> [DATA FOR PROCESSING]
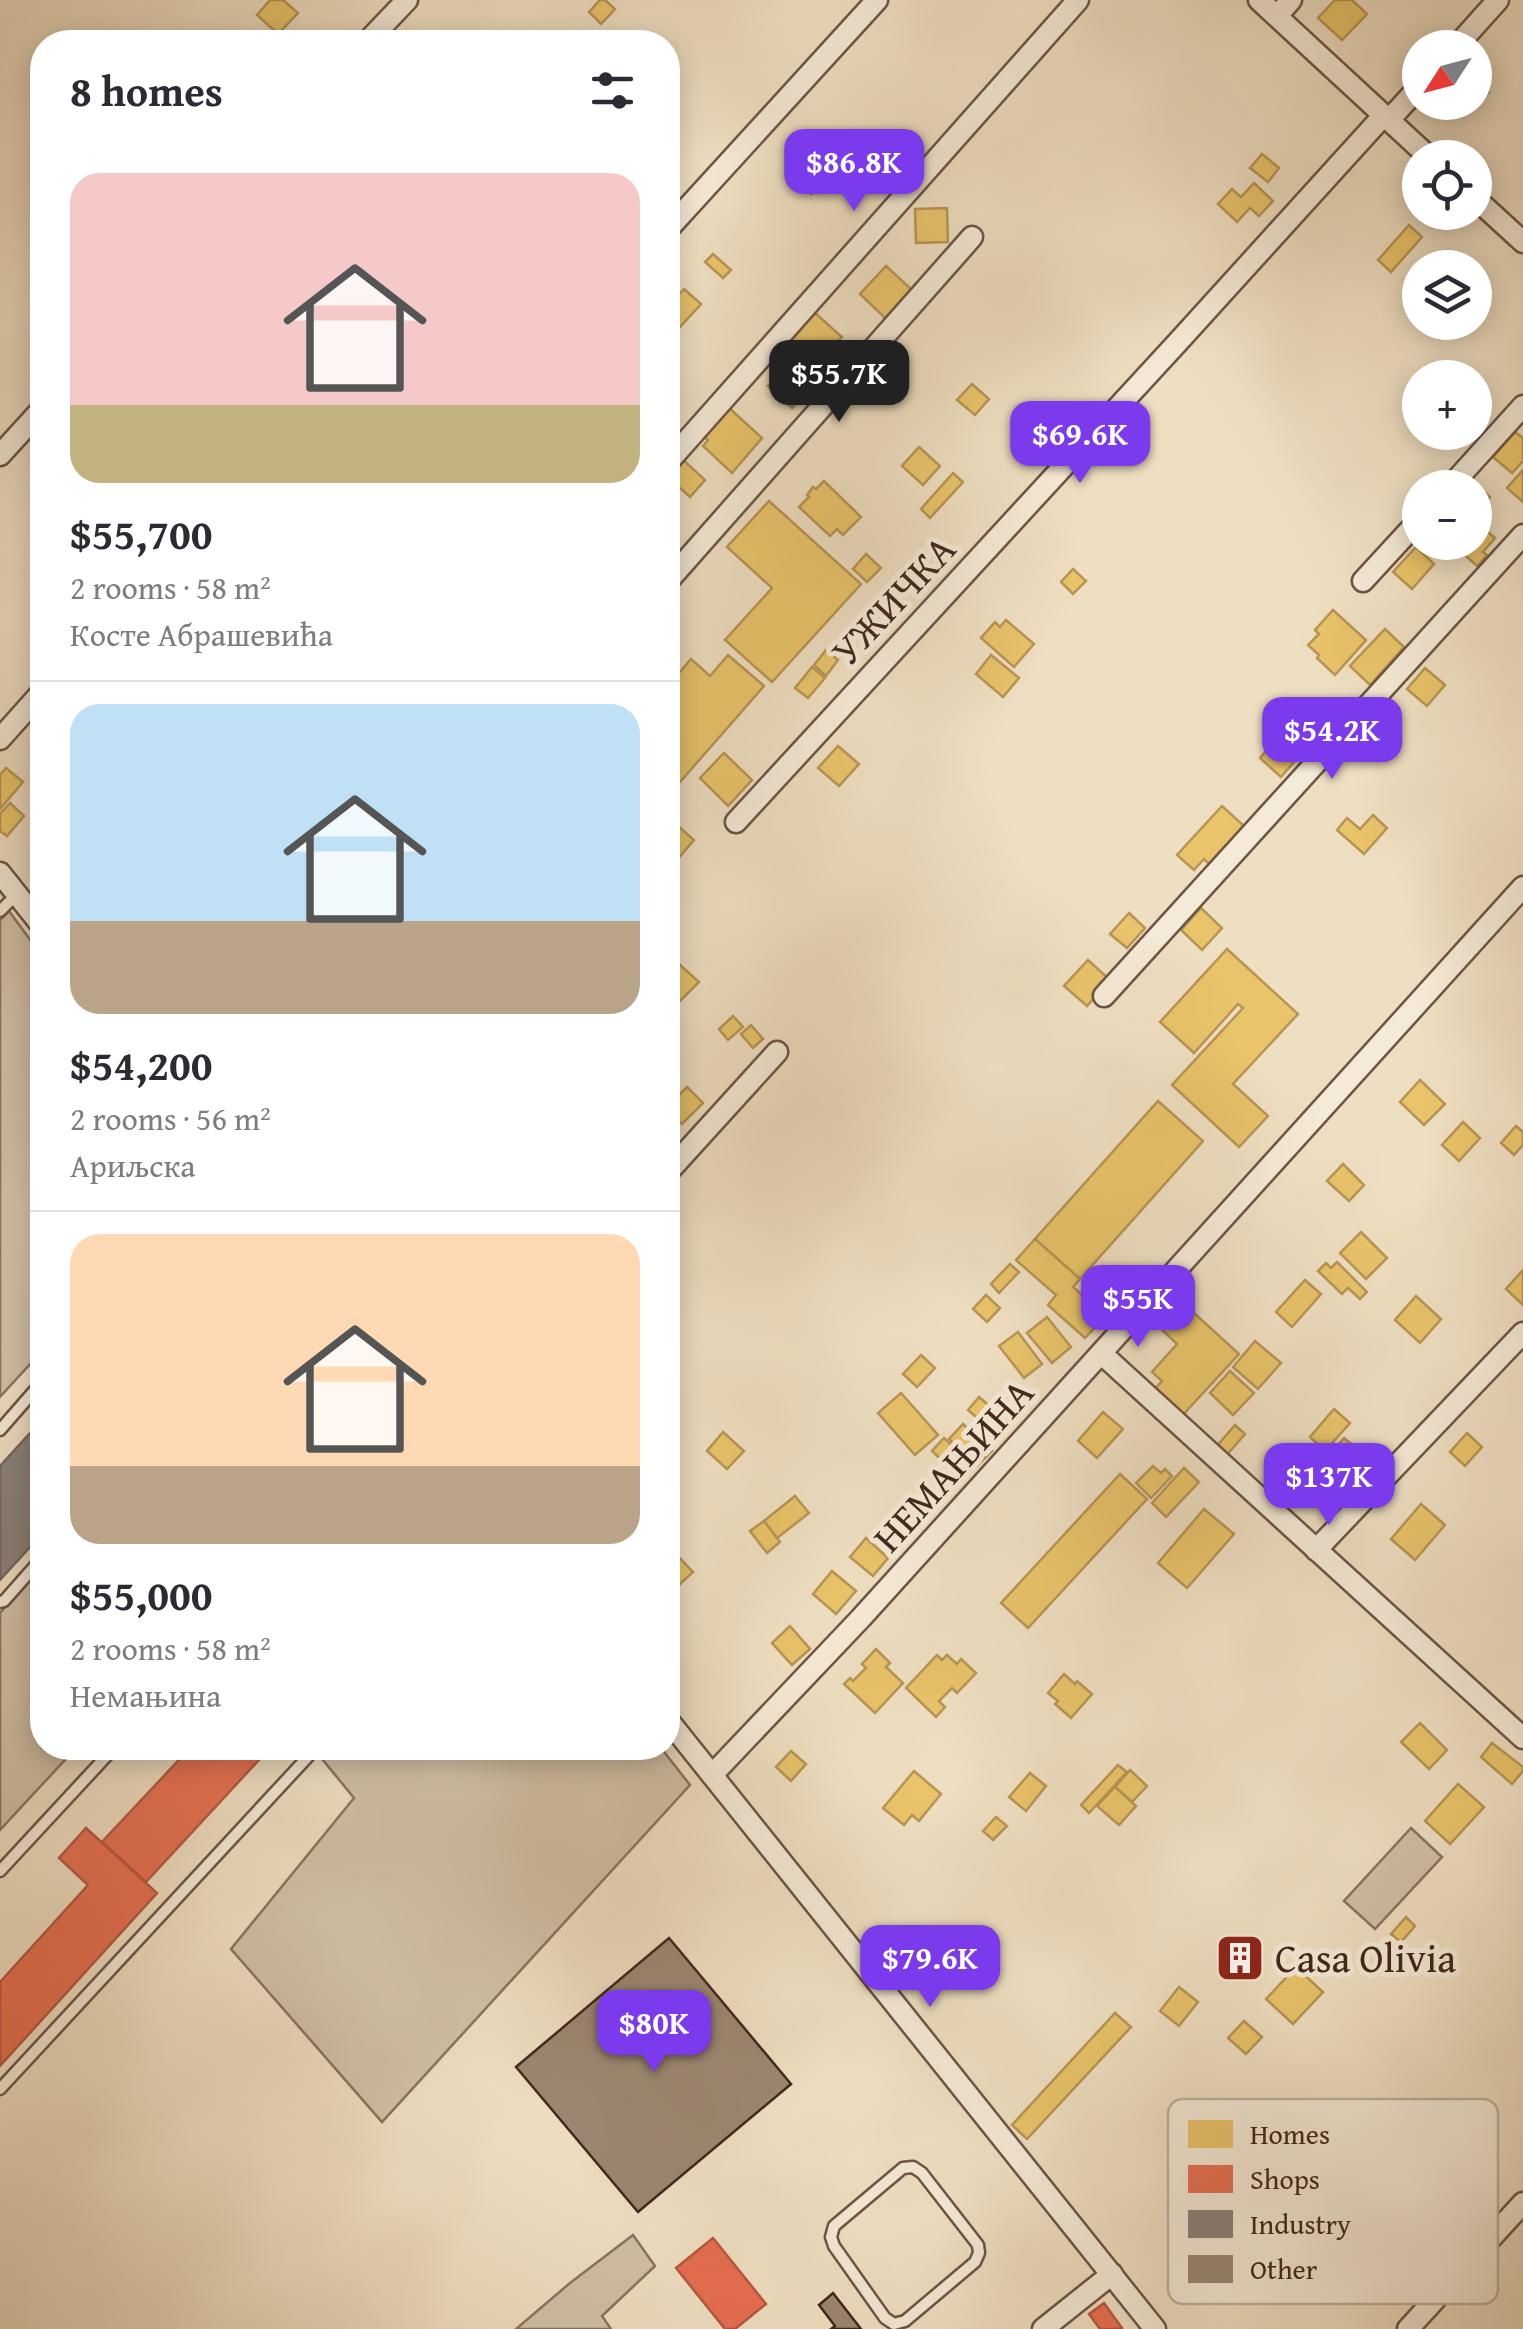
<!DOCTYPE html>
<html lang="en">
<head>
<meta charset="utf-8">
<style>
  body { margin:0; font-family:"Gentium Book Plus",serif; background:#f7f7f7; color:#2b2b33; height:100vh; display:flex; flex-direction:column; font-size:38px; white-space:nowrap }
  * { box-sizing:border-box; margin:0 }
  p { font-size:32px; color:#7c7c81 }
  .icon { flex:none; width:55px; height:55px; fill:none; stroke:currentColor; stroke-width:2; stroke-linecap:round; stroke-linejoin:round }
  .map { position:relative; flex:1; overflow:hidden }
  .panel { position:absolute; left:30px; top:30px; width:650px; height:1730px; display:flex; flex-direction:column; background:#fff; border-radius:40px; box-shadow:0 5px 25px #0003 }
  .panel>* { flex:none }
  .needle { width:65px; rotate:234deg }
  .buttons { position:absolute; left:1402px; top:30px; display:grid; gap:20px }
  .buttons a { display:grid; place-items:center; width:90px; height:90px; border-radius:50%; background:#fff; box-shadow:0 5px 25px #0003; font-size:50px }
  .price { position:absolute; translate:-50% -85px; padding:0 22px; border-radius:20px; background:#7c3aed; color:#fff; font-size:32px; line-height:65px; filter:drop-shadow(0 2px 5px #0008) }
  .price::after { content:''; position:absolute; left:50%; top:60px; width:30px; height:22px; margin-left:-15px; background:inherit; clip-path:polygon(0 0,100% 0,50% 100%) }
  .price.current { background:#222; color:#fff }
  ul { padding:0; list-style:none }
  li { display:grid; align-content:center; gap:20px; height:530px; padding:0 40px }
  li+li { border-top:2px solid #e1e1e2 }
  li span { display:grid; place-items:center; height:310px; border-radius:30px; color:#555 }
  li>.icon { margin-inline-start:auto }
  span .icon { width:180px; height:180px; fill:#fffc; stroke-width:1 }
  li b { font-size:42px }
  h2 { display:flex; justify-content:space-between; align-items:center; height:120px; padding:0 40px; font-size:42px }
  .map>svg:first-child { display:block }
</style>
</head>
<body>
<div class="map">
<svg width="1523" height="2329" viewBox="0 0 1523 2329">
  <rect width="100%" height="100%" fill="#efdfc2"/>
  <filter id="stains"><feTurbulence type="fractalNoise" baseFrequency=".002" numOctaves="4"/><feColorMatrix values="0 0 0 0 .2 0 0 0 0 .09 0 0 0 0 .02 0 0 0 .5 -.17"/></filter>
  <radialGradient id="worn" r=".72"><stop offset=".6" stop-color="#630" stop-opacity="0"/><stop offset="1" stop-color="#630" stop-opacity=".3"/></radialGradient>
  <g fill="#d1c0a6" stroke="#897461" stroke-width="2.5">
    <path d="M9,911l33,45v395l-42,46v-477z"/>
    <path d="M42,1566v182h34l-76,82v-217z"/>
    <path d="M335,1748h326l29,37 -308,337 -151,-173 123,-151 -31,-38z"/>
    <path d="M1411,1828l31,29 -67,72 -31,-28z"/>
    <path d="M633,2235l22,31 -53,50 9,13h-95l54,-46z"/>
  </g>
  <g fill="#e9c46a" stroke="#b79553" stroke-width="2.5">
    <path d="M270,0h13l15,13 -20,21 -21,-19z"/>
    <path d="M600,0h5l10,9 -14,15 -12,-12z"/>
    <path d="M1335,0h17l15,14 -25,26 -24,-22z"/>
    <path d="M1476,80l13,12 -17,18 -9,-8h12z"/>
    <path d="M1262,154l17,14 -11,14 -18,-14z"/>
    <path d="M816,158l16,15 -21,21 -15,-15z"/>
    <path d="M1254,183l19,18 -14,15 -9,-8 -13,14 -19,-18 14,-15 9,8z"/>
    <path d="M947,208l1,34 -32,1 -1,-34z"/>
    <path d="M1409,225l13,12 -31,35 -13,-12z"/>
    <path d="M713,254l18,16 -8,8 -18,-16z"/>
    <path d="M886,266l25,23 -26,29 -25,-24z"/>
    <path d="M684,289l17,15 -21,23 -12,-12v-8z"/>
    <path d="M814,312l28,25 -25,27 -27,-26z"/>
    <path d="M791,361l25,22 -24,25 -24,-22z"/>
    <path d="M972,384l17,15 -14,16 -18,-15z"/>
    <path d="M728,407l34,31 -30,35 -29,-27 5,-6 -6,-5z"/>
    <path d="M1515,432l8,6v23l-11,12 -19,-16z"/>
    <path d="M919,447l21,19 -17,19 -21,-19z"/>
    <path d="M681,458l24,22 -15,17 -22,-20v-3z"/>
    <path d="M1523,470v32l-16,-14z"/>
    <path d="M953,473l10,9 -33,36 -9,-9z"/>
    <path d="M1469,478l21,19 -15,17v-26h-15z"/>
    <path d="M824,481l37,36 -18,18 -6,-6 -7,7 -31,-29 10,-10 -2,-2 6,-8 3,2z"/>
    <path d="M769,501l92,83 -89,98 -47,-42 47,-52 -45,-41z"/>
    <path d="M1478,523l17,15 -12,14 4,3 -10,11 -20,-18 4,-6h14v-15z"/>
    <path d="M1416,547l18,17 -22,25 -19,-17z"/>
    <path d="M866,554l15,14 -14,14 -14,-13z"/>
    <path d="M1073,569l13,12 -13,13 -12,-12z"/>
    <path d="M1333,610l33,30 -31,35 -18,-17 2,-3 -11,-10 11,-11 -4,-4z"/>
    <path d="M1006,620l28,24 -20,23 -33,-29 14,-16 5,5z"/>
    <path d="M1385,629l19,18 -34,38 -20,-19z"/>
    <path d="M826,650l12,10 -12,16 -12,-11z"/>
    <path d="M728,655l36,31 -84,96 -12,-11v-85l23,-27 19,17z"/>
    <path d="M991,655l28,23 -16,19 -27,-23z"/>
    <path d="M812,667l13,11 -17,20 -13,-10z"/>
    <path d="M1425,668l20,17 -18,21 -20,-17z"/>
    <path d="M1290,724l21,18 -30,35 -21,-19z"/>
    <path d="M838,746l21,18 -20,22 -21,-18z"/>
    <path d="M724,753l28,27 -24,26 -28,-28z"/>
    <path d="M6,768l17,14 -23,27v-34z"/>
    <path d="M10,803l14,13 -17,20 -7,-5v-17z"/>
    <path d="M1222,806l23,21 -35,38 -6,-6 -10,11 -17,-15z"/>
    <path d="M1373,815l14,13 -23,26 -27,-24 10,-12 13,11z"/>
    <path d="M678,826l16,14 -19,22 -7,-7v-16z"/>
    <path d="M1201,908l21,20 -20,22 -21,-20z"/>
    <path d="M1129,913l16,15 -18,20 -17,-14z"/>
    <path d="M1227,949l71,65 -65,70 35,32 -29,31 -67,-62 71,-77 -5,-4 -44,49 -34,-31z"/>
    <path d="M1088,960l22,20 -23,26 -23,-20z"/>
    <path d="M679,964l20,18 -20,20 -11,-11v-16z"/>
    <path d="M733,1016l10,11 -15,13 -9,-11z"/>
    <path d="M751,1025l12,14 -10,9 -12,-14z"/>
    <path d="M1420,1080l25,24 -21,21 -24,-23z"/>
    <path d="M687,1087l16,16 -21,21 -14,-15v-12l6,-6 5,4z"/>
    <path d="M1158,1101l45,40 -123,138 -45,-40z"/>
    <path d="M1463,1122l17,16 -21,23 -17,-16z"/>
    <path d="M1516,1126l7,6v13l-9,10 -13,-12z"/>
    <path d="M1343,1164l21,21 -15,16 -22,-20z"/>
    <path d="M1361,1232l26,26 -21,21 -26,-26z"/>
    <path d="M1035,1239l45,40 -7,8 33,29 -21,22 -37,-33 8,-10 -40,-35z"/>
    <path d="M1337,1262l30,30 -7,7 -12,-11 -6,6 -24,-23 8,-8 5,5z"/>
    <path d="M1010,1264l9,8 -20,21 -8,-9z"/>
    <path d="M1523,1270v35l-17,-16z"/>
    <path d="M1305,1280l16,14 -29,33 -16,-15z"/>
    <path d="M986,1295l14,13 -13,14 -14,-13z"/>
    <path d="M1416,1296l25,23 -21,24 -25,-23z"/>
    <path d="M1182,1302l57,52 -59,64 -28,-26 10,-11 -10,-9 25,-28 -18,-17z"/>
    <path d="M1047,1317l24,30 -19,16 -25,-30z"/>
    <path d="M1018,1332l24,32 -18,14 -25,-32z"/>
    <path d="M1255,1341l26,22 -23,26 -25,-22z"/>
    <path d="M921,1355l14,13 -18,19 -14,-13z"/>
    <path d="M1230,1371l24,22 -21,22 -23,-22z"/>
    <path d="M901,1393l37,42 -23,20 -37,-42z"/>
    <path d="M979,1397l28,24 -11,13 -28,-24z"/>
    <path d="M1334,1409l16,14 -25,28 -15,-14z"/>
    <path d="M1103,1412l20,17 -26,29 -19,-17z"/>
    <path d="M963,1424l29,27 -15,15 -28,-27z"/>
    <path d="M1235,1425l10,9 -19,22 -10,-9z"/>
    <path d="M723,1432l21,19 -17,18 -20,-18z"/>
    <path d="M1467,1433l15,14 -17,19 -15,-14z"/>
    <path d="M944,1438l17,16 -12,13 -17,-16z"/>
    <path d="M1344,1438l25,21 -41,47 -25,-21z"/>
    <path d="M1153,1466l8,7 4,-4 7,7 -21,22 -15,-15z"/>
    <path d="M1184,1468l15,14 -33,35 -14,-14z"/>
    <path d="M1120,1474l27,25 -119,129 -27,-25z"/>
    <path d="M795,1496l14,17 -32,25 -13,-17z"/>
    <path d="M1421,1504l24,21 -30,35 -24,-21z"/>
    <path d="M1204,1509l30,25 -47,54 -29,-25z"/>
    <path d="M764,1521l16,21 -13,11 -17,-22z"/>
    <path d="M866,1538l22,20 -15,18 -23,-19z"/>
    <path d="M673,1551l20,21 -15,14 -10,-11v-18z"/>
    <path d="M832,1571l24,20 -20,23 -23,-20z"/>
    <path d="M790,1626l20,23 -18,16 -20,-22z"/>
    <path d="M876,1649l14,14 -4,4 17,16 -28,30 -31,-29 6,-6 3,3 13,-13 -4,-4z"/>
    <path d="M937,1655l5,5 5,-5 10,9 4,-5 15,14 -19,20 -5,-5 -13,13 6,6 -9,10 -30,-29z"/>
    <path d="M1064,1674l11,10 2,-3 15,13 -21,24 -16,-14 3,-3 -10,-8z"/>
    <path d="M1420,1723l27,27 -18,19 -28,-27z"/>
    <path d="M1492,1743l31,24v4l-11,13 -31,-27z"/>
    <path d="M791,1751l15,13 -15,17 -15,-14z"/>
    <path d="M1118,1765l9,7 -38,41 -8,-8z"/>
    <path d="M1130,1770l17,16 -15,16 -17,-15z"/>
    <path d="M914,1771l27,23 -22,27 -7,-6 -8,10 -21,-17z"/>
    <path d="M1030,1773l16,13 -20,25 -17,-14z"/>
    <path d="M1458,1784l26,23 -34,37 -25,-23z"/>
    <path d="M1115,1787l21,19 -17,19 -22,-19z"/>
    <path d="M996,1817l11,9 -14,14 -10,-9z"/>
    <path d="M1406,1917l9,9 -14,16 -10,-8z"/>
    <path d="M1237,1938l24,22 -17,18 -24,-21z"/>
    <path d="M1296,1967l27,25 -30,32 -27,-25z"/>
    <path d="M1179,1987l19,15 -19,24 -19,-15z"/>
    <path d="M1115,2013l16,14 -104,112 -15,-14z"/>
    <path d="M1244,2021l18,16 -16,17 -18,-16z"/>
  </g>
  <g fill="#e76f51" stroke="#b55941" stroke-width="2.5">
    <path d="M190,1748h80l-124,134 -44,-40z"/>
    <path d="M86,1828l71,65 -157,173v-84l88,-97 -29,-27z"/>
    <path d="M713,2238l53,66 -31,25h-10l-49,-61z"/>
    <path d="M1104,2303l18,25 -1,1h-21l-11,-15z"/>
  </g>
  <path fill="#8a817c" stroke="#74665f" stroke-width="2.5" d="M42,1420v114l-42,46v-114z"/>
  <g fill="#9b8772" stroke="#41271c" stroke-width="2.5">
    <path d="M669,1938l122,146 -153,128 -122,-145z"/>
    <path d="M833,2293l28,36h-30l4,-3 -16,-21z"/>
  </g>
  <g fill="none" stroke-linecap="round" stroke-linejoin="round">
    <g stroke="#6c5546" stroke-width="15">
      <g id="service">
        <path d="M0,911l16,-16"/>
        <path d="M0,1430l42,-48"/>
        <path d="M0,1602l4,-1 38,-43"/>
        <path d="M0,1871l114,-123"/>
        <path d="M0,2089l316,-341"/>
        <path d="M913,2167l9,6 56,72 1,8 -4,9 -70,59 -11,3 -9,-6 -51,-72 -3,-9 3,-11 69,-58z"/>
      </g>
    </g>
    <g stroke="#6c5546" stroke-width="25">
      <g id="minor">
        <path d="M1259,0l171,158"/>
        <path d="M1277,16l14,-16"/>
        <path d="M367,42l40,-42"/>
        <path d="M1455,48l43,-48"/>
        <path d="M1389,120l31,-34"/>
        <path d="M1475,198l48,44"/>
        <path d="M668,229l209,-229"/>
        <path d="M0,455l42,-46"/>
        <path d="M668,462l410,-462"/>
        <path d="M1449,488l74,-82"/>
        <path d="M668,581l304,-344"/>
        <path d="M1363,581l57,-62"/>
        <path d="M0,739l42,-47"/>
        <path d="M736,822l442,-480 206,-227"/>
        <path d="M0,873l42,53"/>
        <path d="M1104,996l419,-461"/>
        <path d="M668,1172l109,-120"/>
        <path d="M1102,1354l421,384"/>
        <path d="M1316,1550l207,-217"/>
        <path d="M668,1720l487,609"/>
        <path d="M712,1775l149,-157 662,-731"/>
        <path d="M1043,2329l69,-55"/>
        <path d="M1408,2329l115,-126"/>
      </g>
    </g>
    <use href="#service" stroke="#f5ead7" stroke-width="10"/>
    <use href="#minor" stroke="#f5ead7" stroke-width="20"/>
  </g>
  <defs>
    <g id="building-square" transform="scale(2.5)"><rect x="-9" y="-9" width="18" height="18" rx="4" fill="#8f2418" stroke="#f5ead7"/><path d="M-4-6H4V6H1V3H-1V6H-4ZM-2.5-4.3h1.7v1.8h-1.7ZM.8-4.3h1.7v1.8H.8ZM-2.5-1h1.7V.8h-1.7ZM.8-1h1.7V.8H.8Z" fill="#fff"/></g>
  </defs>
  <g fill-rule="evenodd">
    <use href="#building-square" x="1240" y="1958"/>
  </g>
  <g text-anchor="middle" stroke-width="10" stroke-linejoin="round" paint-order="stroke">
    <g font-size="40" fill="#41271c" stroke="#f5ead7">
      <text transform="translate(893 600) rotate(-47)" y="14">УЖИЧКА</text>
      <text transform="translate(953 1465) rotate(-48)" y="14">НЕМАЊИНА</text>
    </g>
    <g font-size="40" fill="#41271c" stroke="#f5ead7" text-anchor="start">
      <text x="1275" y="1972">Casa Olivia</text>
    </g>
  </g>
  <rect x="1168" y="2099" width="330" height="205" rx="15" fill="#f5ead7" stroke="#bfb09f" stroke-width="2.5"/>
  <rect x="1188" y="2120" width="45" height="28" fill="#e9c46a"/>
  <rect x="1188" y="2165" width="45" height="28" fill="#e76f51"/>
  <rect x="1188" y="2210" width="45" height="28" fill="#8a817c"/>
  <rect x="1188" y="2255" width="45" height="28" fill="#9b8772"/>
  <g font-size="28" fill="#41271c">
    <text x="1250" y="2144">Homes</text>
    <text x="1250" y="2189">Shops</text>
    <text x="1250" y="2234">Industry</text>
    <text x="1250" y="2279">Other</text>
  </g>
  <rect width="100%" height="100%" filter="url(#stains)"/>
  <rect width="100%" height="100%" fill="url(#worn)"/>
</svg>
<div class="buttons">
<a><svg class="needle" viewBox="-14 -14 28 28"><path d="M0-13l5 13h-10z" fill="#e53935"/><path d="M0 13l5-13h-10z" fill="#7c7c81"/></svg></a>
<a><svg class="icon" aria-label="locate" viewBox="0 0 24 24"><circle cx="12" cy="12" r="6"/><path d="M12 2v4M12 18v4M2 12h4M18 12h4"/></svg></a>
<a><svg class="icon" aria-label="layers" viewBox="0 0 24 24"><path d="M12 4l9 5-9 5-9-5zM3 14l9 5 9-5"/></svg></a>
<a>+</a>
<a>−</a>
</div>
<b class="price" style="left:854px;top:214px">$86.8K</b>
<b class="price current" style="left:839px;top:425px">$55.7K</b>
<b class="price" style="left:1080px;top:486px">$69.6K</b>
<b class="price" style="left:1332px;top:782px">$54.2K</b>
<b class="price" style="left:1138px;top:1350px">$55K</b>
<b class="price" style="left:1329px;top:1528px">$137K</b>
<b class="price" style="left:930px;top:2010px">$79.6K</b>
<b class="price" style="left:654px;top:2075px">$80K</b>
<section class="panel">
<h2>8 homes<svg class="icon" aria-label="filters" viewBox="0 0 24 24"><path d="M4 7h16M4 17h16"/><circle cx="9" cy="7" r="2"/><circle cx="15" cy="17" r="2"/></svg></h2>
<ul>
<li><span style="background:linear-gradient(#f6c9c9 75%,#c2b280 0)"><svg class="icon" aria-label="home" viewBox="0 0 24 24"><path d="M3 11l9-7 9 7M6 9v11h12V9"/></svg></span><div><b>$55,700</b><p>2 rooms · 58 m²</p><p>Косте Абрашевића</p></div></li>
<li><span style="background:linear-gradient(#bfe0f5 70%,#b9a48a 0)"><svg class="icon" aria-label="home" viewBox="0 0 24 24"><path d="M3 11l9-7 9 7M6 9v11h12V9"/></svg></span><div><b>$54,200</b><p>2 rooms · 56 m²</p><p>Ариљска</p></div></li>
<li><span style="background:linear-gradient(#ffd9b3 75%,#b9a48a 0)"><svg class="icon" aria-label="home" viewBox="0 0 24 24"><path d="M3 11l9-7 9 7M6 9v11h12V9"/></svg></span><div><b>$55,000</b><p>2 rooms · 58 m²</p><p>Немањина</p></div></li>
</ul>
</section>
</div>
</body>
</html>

> [TASK TO COMPLETE] Go through the entries above and copy out every line that includes the word "linecap".

> [THE COMPLETED TASK]
  .icon { flex:none; width:55px; height:55px; fill:none; stroke:currentColor; stroke-width:2; stroke-linecap:round; stroke-linejoin:round }
  <g fill="none" stroke-linecap="round" stroke-linejoin="round">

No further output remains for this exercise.